Selain itu, semua dokumen asli yang diberikan ada tujuh surat bukti antara lain pengangkatan wali kota karena legal standing, surat dari wali kota kepada Kemendagri, surat faxile jawaban dari Mendagri, hingga ada rilis tuduhan surat palsu yang dikliping dari laporan media cetak.

Kepala Polresta Surakarta AKBP Iriansyah melalui Kasat Reskrim Kompol Rudi Hartono, mengatakan, sejumlah pertanyaan dari penyidik yang disampaikan kepada Pak wali kota terkait laporannya pencemaranan nama baik.
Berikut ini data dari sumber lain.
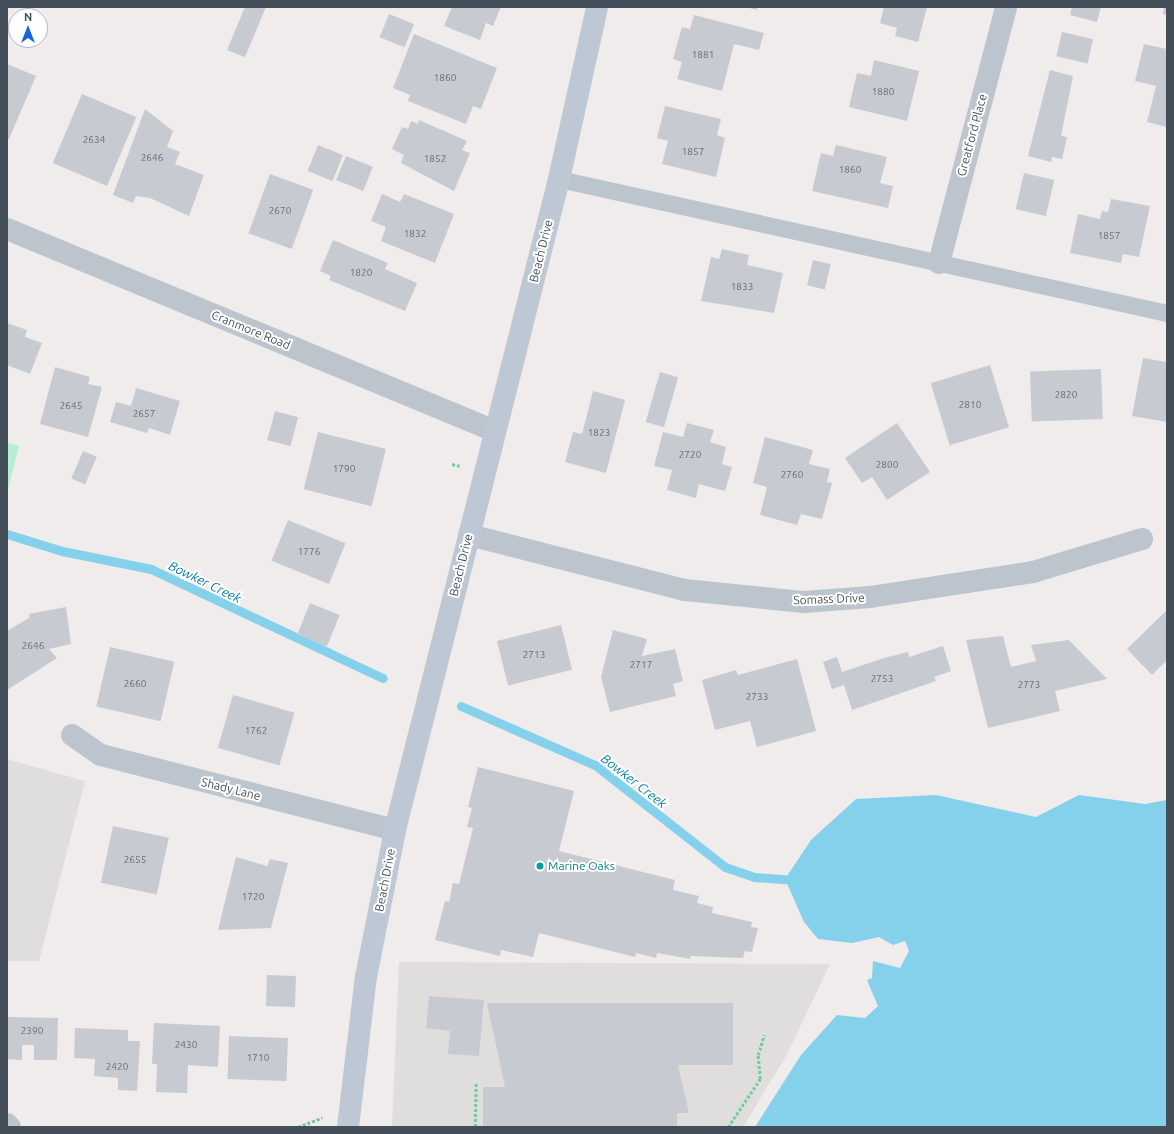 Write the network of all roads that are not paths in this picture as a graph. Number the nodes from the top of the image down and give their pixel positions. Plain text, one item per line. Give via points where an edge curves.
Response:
1 (597, 7) edge
2 (1006, 7) edge
3 (559, 179) junction
4 (7, 229) edge
5 (939, 263) junction
6 (1167, 313) edge
7 (494, 431) junction
8 (469, 535) junction
9 (1142, 539) dead end
10 (72, 735) dead end
11 (395, 830) junction
12 (7, 1124) edge
13 (10, 1127) edge
14 (348, 1127) edge

1 - 3 main road, Beach Drive
2 - 5 street, Greatford Place
3 - 5 lane
3 - 7 main road, Beach Drive
4 - 7 street, Cranmore Road
5 - 6 lane
7 - 8 main road, Beach Drive
8 - 9 street, Somass Drive via 685,590 804,602 870,597 1033,572
8 - 11 main road, Beach Drive
10 - 11 street, Shady Lane via 101,755
11 - 14 main road, Beach Drive via 366,977
12 - 13 street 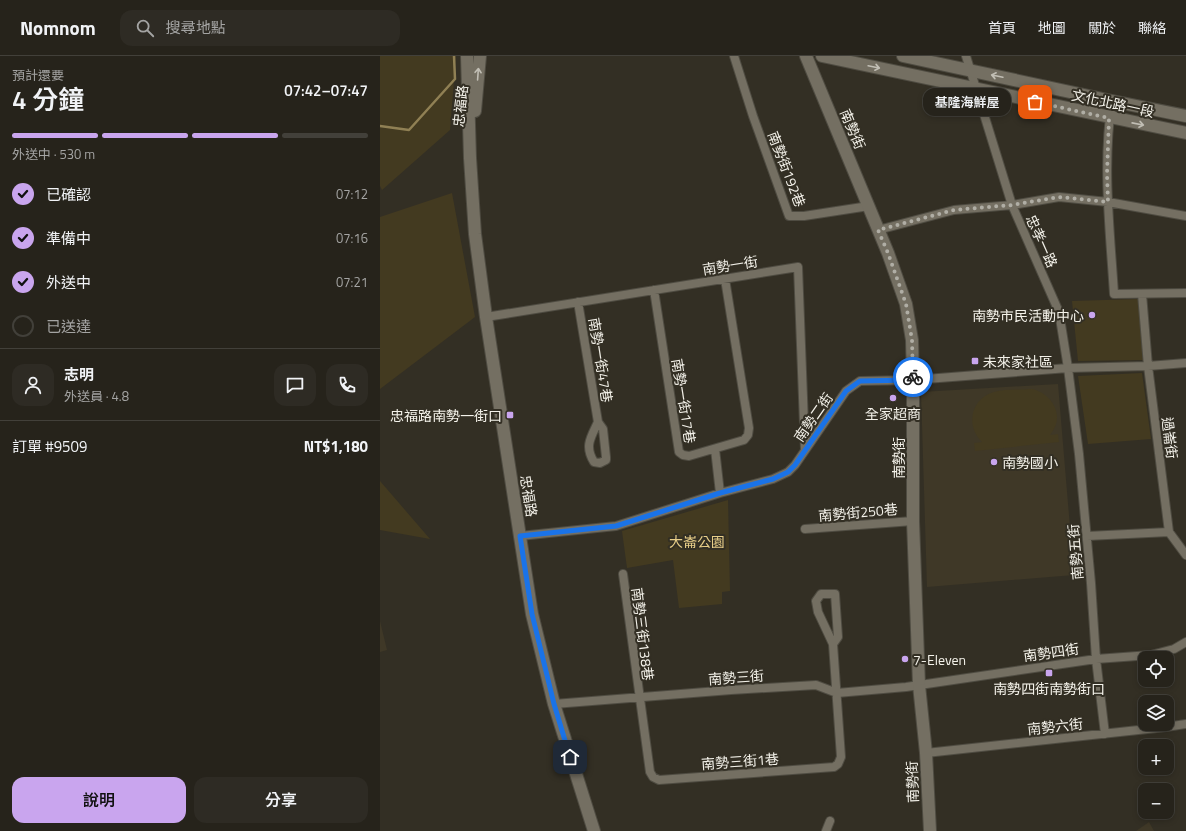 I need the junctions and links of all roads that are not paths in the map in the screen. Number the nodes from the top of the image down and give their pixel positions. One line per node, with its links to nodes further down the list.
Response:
1 (467, 56): 13 (street, 忠福路)
2 (480, 56): 13 (street, 忠福路, one-way to 2)
3 (734, 56): 17 (street, 南勢街192巷)
4 (806, 56): 17 (street, 南勢街)
5 (822, 56): 9 (street, 文化北路一段, one-way to 9)
6 (903, 56): 8 (street, 文化北路一段)
7 (966, 56): 8 (street, 忠孝一路)
8 (970, 71): 9 (street, 忠孝一路); 10 (street, 文化北路一段, one-way to 8)
9 (975, 89): 12 (street, 文化北路一段); 16 (street, 忠孝一路)
10 (1112, 101): 11 (street, 文化北路一段); 12 (street)
11 (1186, 116)
12 (1109, 118): 14 (street, 文化北路一段, one-way to 14); 15 (street)
13 (471, 120): 25 (street, 忠福路)
14 (1186, 133)
15 (1108, 202): 16 (street); 18 (street); 23 (street)
16 (1012, 205): 19 (street); 28 (street, 忠孝一路)
17 (869, 206): 19 (street, 南勢街)
18 (1186, 216)
19 (878, 230): 29 (street, 南勢街)
20 (725, 279): 21 (street, 南勢一街); 31 (street, 南勢一街17巷); 32 (street, 南勢一街)
21 (654, 290): 24 (street, 南勢一街); 31 (street, 南勢一街17巷)
22 (1186, 293): 23 (street)
23 (1142, 294): 27 (street, 過崙街)
24 (578, 302): 25 (street, 南勢一街); 30 (street, 南勢一街47巷)
25 (486, 317): 37 (street, 忠福路)
26 (1186, 363): 27 (street, 南勢二街)
27 (1148, 366): 28 (street, 南勢二街); 36 (street, 過崙街)
28 (1068, 368): 29 (street, 南勢二街); 38 (street, 南勢五街)
29 (913, 380): 32 (street, 南勢二街); 34 (street, 南勢街)
30 (598, 422)
31 (715, 449): 33 (street)
32 (805, 450): 33 (street, 南勢二街)
33 (720, 493): 37 (street, 南勢二街)
34 (913, 521): 35 (street, 南勢街250巷); 44 (street, 南勢街)
35 (805, 529)
36 (1170, 532): 38 (street); 39 (street, 過崙街)
37 (520, 536): 47 (street, 忠福路)
38 (1087, 536): 43 (street, 南勢五街)
39 (1186, 555)
40 (623, 574): 46 (street, 南勢三街138巷)
41 (1186, 642): 43 (street, 南勢四街)
42 (833, 644): 42 (street); 45 (street)
43 (1096, 659): 44 (street, 南勢四街); 49 (street, 南勢五街)
44 (919, 685): 45 (street, 南勢三街); 50 (street, 南勢街)
45 (837, 693): 46 (street, 南勢三街); 46 (street, 南勢三街1巷)
46 (638, 697): 47 (street, 南勢三街)
47 (554, 704): 52 (street, 忠福路)
48 (1186, 724): 49 (street, 南勢六街)
49 (1105, 734): 50 (street, 南勢六街)
50 (926, 752): 54 (street, 南勢街)
51 (830, 821): 53 (street)
52 (594, 831)
53 (826, 831)
54 (930, 831) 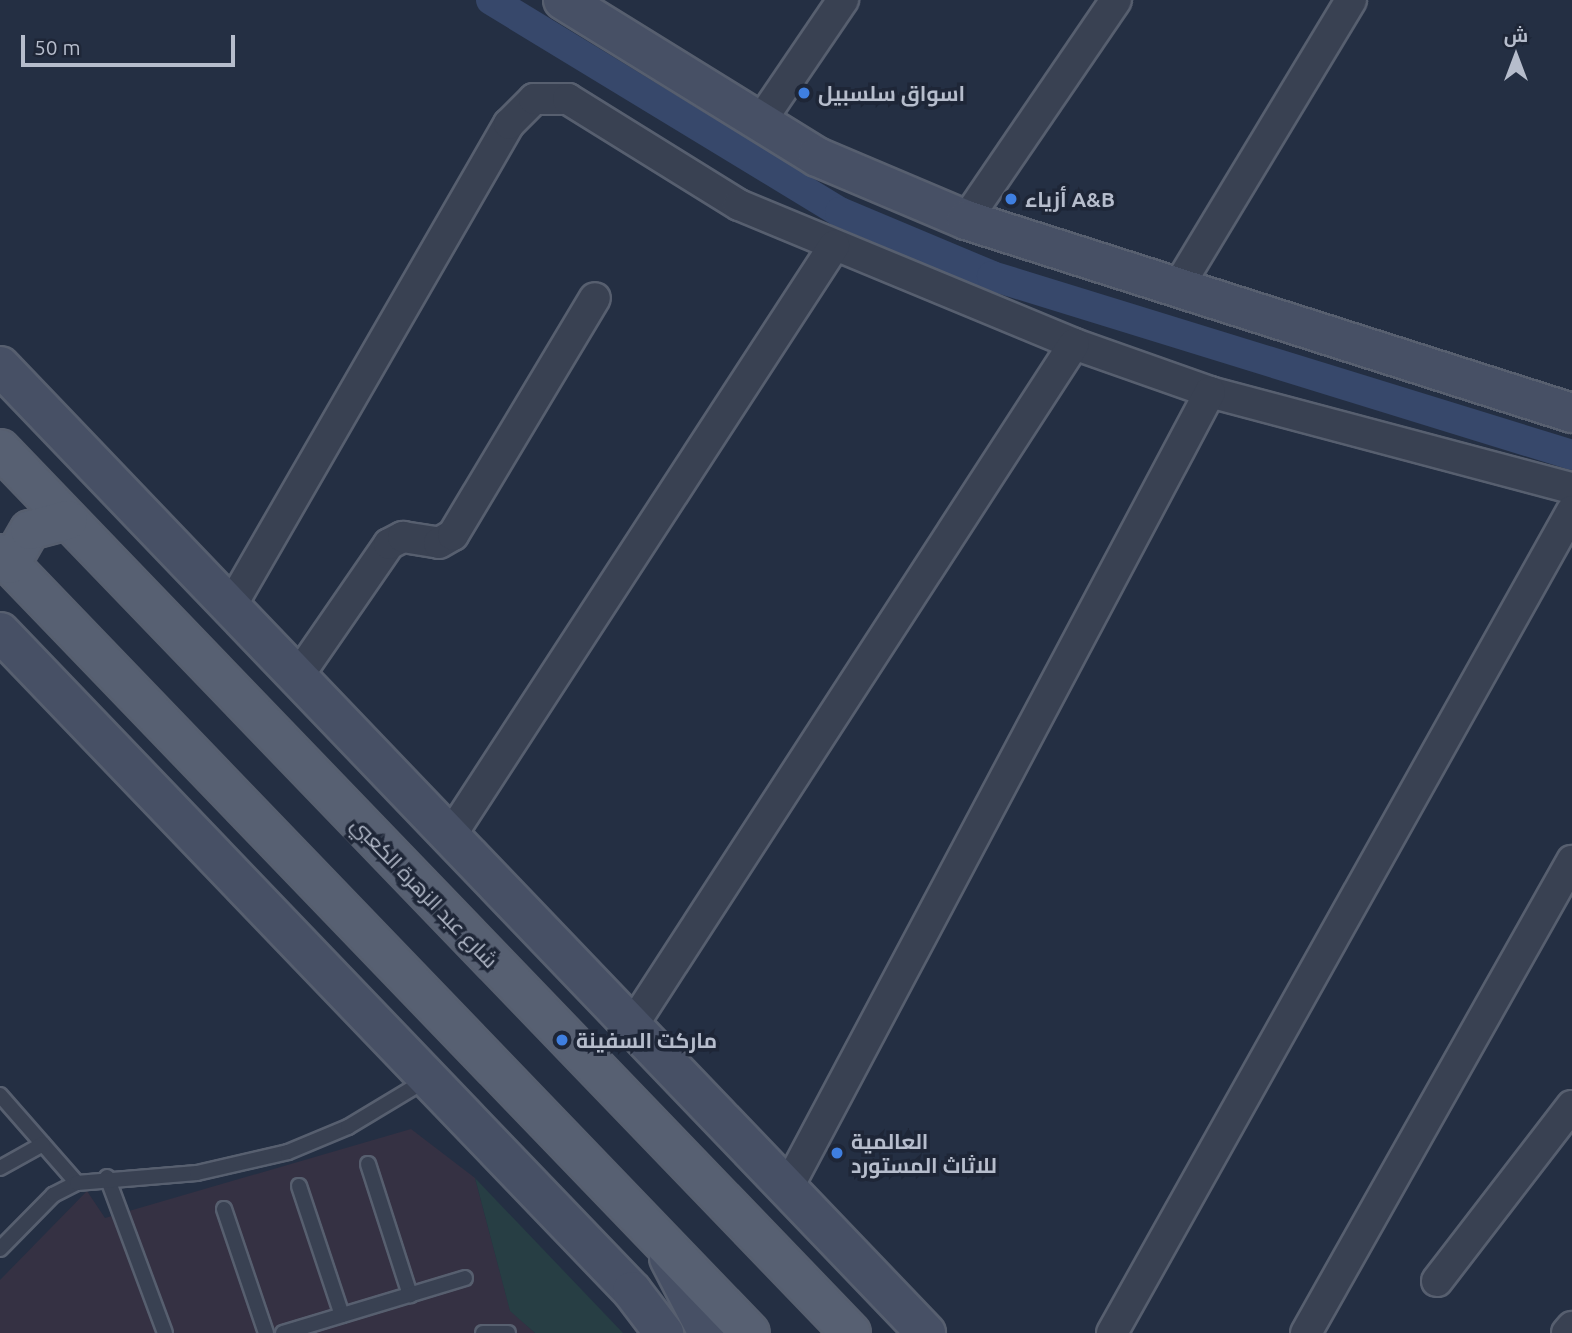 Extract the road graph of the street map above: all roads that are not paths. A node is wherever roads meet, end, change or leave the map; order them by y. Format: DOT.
graph roads {
  1 [pos="563,0"];
  2 [pos="843,0"];
  3 [pos="1116,0"];
  4 [pos="1351,0"];
  5 [pos="760,122"];
  6 [pos="966,220"];
  7 [pos="834,246"];
  8 [pos="1178,287"];
  9 [pos="595,298"];
  10 [pos="1074,344"];
  11 [pos="0,366"];
  12 [pos="1210,392"];
  13 [pos="1572,413"];
  14 [pos="0,449"];
  15 [pos="1572,488"];
  16 [pos="1572,512"];
  17 [pos="68,520"];
  18 [pos="5,559"];
  19 [pos="230,606"];
  20 [pos="0,632"];
  21 [pos="298,676"];
  22 [pos="451,835"];
  23 [pos="1572,861"];
  24 [pos="634,1023"];
  25 [pos="429,1079"];
  26 [pos="0,1096"];
  27 [pos="1572,1105"];
  28 [pos="43,1144"];
  29 [pos="368,1164"];
  30 [pos="0,1168"];
  31 [pos="107,1177"];
  32 [pos="77,1183"];
  33 [pos="299,1185"];
  34 [pos="788,1187"];
  35 [pos="225,1209"];
  36 [pos="655,1235"];
  37 [pos="0,1249"];
  38 [pos="465,1278"];
  39 [pos="1437,1281"];
  40 [pos="410,1295"];
  41 [pos="342,1315"];
  42 [pos="1572,1327"];
  43 [pos="164,1333"];
  44 [pos="266,1333"];
  45 [pos="283,1333"];
  46 [pos="483,1333"];
  47 [pos="508,1333"];
  48 [pos="664,1333"];
  49 [pos="708,1333"];
  50 [pos="750,1333"];
  51 [pos="851,1333"];
  52 [pos="926,1333"];
  53 [pos="1112,1333"];
  54 [pos="1306,1333"];
  55 [pos="1567,1333"];
  1 -- 5 [label="street"];
  2 -- 5 [label="street"];
  3 -- 6 [label="street"];
  4 -- 8 [label="street"];
  5 -- 6 [label="street"];
  6 -- 8 [label="street"];
  7 -- 10 [label="street"];
  7 -- 19 [label="street"];
  7 -- 22 [label="street"];
  8 -- 13 [label="street"];
  9 -- 21 [label="street"];
  10 -- 12 [label="street"];
  10 -- 24 [label="street"];
  11 -- 19 [label="street"];
  12 -- 15 [label="street"];
  12 -- 34 [label="street"];
  14 -- 17 [label="main road, شارع عبد الزهرة الكعبي"];
  16 -- 53 [label="street"];
  17 -- 18 [label="main road"];
  17 -- 51 [label="main road, شارع عبد الزهرة الكعبي"];
  18 -- 36 [label="main road"];
  19 -- 21 [label="street"];
  20 -- 25 [label="street"];
  21 -- 22 [label="street"];
  22 -- 24 [label="street"];
  23 -- 54 [label="street"];
  24 -- 34 [label="street"];
  25 -- 31 [label="lane"];
  25 -- 48 [label="street"];
  26 -- 28 [label="lane"];
  27 -- 39 [label="street"];
  28 -- 30 [label="lane"];
  28 -- 32 [label="lane"];
  29 -- 40 [label="lane"];
  31 -- 32 [label="lane"];
  31 -- 43 [label="lane"];
  32 -- 37 [label="lane"];
  33 -- 41 [label="lane"];
  34 -- 52 [label="street"];
  35 -- 44 [label="lane"];
  36 -- 49 [label="street"];
  36 -- 50 [label="main road"];
  38 -- 40 [label="lane"];
  40 -- 41 [label="lane"];
  41 -- 45 [label="lane"];
  42 -- 55 [label="street"];
  46 -- 47 [label="lane"];
}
Menurut Kasat Reskrim, tim penyidik belum bisa mengatakan surat Mendagri tersebut asli atau tidak.

"Kami segera melakukan penyidikan dengan cara melakukan klarifikasi ke Kemendagri di Jakarta," kata Kasat Reskrim.

Sementara Wali Kota Surakarta telah melaporkan petinggi Dewan Adat Keraton Kasunanan, Eddy Wirabumi dan Koes Moertiyah (Gusti Moeng), dengan tuduhan melanggar pasal 207 dan 208 Kitap Undang Undang Hukum Pidana (KUHP) tentang penghinaan terhadap pejabat publik, dengan ancaman maksimal kurungan penjara satu tahun enam bulan.

Selain itu, wali kota juga melaporkan petinggi dewan adat tersebut melanggar pasal 310 dan 311 KUHP, tentang Pencemaran Nama Baik, dengan beberapa barang bukti berupa kliping dari beberapa media massa.